* [Instructions for the task]: Without changing anything, output the records below.

* [Data shown]:
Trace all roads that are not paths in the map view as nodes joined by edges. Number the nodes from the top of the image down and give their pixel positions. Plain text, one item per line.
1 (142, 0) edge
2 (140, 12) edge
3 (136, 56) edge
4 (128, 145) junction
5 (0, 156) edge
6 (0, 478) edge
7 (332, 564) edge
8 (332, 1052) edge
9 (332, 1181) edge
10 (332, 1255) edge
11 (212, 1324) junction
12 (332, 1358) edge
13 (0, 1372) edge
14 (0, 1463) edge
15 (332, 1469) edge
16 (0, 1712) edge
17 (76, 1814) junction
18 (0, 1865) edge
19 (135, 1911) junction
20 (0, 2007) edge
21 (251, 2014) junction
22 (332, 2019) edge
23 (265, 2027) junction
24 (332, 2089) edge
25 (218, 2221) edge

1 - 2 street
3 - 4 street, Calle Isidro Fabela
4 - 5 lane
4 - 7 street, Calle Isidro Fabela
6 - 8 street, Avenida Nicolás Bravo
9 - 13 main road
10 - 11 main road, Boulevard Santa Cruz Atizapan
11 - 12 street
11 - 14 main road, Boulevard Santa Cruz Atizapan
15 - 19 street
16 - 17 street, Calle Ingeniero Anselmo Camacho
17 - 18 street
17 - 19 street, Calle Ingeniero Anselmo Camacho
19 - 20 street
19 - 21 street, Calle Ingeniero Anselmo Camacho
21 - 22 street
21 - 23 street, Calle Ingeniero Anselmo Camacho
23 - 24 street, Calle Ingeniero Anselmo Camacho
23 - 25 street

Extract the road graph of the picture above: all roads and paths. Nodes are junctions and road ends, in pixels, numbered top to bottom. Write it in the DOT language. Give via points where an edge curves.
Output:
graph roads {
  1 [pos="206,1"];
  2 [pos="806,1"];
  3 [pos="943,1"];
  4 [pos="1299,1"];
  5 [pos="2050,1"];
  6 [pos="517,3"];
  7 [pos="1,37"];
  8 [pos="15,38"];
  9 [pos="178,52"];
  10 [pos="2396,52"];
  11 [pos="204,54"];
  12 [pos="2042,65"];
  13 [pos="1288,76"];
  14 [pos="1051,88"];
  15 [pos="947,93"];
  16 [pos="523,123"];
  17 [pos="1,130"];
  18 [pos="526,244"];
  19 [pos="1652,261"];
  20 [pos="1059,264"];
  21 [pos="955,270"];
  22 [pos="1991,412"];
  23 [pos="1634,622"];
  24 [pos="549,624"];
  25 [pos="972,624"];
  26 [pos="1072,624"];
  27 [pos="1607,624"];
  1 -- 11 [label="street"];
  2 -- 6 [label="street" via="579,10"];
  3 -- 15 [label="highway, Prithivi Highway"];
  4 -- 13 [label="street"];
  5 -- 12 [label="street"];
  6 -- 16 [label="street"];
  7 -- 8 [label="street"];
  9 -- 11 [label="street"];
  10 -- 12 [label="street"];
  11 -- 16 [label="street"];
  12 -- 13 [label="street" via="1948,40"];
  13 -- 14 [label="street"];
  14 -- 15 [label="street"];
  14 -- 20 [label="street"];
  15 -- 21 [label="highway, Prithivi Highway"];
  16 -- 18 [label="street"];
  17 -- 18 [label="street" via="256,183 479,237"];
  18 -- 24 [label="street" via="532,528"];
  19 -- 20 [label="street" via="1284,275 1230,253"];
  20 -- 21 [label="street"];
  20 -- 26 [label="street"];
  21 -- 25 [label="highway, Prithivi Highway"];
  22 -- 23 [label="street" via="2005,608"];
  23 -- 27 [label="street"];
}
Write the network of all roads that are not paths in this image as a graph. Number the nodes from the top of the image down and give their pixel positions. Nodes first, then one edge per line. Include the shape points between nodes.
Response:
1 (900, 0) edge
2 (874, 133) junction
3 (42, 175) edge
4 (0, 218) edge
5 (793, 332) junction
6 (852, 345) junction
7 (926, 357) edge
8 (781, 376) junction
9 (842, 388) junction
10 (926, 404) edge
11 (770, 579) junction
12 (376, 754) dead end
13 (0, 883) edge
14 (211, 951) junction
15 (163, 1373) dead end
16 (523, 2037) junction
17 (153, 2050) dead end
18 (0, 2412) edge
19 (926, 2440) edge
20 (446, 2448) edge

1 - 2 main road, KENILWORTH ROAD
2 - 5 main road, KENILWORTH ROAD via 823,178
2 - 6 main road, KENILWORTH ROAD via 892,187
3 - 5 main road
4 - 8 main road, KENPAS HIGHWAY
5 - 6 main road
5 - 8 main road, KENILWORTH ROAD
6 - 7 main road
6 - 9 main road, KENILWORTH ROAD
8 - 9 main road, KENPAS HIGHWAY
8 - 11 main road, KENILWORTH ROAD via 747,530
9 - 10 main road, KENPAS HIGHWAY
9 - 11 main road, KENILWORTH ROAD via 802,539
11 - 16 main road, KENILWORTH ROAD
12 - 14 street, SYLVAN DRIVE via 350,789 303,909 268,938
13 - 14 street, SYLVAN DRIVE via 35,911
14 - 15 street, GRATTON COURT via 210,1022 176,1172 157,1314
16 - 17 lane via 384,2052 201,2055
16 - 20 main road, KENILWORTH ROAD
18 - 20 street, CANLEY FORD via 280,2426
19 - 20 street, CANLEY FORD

* [Task answer]:
Trace all roads that are not paths in the map view as nodes joined by edges. Number the nodes from the top of the image down and give their pixel positions. Plain text, one item per line.
1 (142, 0) edge
2 (140, 12) edge
3 (136, 56) edge
4 (128, 145) junction
5 (0, 156) edge
6 (0, 478) edge
7 (332, 564) edge
8 (332, 1052) edge
9 (332, 1181) edge
10 (332, 1255) edge
11 (212, 1324) junction
12 (332, 1358) edge
13 (0, 1372) edge
14 (0, 1463) edge
15 (332, 1469) edge
16 (0, 1712) edge
17 (76, 1814) junction
18 (0, 1865) edge
19 (135, 1911) junction
20 (0, 2007) edge
21 (251, 2014) junction
22 (332, 2019) edge
23 (265, 2027) junction
24 (332, 2089) edge
25 (218, 2221) edge

1 - 2 street
3 - 4 street, Calle Isidro Fabela
4 - 5 lane
4 - 7 street, Calle Isidro Fabela
6 - 8 street, Avenida Nicolás Bravo
9 - 13 main road
10 - 11 main road, Boulevard Santa Cruz Atizapan
11 - 12 street
11 - 14 main road, Boulevard Santa Cruz Atizapan
15 - 19 street
16 - 17 street, Calle Ingeniero Anselmo Camacho
17 - 18 street
17 - 19 street, Calle Ingeniero Anselmo Camacho
19 - 20 street
19 - 21 street, Calle Ingeniero Anselmo Camacho
21 - 22 street
21 - 23 street, Calle Ingeniero Anselmo Camacho
23 - 24 street, Calle Ingeniero Anselmo Camacho
23 - 25 street

Extract the road graph of the picture above: all roads and paths. Nodes are junctions and road ends, in pixels, numbered top to bottom. Write it in the DOT language. Give via points where an edge curves.
Output:
graph roads {
  1 [pos="206,1"];
  2 [pos="806,1"];
  3 [pos="943,1"];
  4 [pos="1299,1"];
  5 [pos="2050,1"];
  6 [pos="517,3"];
  7 [pos="1,37"];
  8 [pos="15,38"];
  9 [pos="178,52"];
  10 [pos="2396,52"];
  11 [pos="204,54"];
  12 [pos="2042,65"];
  13 [pos="1288,76"];
  14 [pos="1051,88"];
  15 [pos="947,93"];
  16 [pos="523,123"];
  17 [pos="1,130"];
  18 [pos="526,244"];
  19 [pos="1652,261"];
  20 [pos="1059,264"];
  21 [pos="955,270"];
  22 [pos="1991,412"];
  23 [pos="1634,622"];
  24 [pos="549,624"];
  25 [pos="972,624"];
  26 [pos="1072,624"];
  27 [pos="1607,624"];
  1 -- 11 [label="street"];
  2 -- 6 [label="street" via="579,10"];
  3 -- 15 [label="highway, Prithivi Highway"];
  4 -- 13 [label="street"];
  5 -- 12 [label="street"];
  6 -- 16 [label="street"];
  7 -- 8 [label="street"];
  9 -- 11 [label="street"];
  10 -- 12 [label="street"];
  11 -- 16 [label="street"];
  12 -- 13 [label="street" via="1948,40"];
  13 -- 14 [label="street"];
  14 -- 15 [label="street"];
  14 -- 20 [label="street"];
  15 -- 21 [label="highway, Prithivi Highway"];
  16 -- 18 [label="street"];
  17 -- 18 [label="street" via="256,183 479,237"];
  18 -- 24 [label="street" via="532,528"];
  19 -- 20 [label="street" via="1284,275 1230,253"];
  20 -- 21 [label="street"];
  20 -- 26 [label="street"];
  21 -- 25 [label="highway, Prithivi Highway"];
  22 -- 23 [label="street" via="2005,608"];
  23 -- 27 [label="street"];
}
Write the network of all roads that are not paths in this image as a graph. Number the nodes from the top of the image down and give their pixel positions. Nodes first, then one edge per line. Include the shape points between nodes.
Response:
1 (900, 0) edge
2 (874, 133) junction
3 (42, 175) edge
4 (0, 218) edge
5 (793, 332) junction
6 (852, 345) junction
7 (926, 357) edge
8 (781, 376) junction
9 (842, 388) junction
10 (926, 404) edge
11 (770, 579) junction
12 (376, 754) dead end
13 (0, 883) edge
14 (211, 951) junction
15 (163, 1373) dead end
16 (523, 2037) junction
17 (153, 2050) dead end
18 (0, 2412) edge
19 (926, 2440) edge
20 (446, 2448) edge

1 - 2 main road, KENILWORTH ROAD
2 - 5 main road, KENILWORTH ROAD via 823,178
2 - 6 main road, KENILWORTH ROAD via 892,187
3 - 5 main road
4 - 8 main road, KENPAS HIGHWAY
5 - 6 main road
5 - 8 main road, KENILWORTH ROAD
6 - 7 main road
6 - 9 main road, KENILWORTH ROAD
8 - 9 main road, KENPAS HIGHWAY
8 - 11 main road, KENILWORTH ROAD via 747,530
9 - 10 main road, KENPAS HIGHWAY
9 - 11 main road, KENILWORTH ROAD via 802,539
11 - 16 main road, KENILWORTH ROAD
12 - 14 street, SYLVAN DRIVE via 350,789 303,909 268,938
13 - 14 street, SYLVAN DRIVE via 35,911
14 - 15 street, GRATTON COURT via 210,1022 176,1172 157,1314
16 - 17 lane via 384,2052 201,2055
16 - 20 main road, KENILWORTH ROAD
18 - 20 street, CANLEY FORD via 280,2426
19 - 20 street, CANLEY FORD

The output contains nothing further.